**EXERCISE BRIEF**
Across the material below, say how many lines contain the string "paths", and add no other words.

··· ENTRIES SHOWN ···

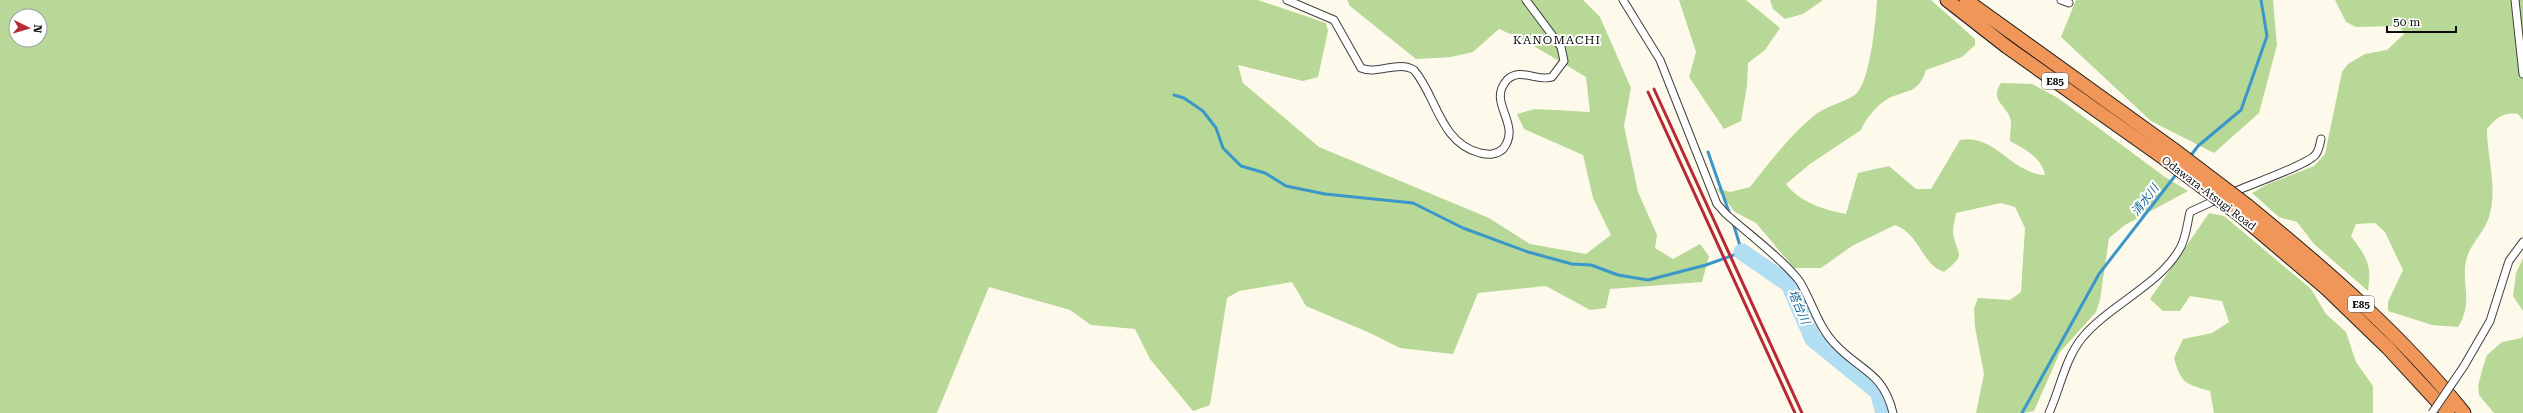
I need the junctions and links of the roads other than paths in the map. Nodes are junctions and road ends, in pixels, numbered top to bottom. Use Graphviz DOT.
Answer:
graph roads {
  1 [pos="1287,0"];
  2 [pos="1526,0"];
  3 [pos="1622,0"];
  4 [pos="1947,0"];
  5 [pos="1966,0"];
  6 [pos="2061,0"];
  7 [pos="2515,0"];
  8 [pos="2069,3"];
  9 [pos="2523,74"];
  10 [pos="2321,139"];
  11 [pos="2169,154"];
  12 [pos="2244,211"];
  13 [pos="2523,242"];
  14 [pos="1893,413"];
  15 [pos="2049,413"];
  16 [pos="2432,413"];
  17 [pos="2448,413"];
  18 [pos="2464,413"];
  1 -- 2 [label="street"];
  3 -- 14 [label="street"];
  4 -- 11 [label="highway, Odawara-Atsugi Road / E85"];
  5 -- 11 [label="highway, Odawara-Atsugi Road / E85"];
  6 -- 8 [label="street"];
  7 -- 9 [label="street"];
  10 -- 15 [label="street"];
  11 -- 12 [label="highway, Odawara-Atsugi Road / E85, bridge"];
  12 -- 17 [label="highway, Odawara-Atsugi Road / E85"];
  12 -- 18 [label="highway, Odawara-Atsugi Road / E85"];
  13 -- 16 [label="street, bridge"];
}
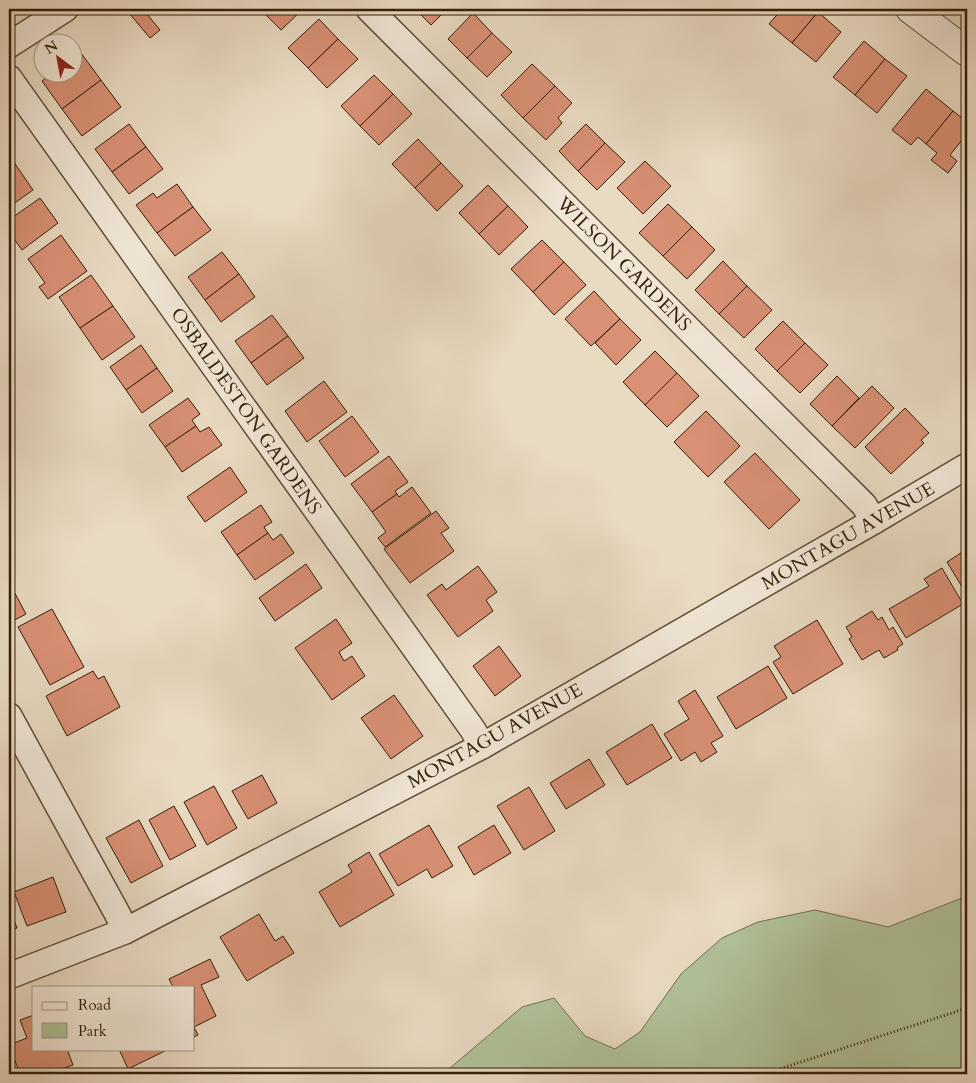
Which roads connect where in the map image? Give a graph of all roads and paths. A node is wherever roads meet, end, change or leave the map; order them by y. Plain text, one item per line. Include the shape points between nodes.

···

**REPLY TO THE TASK**
2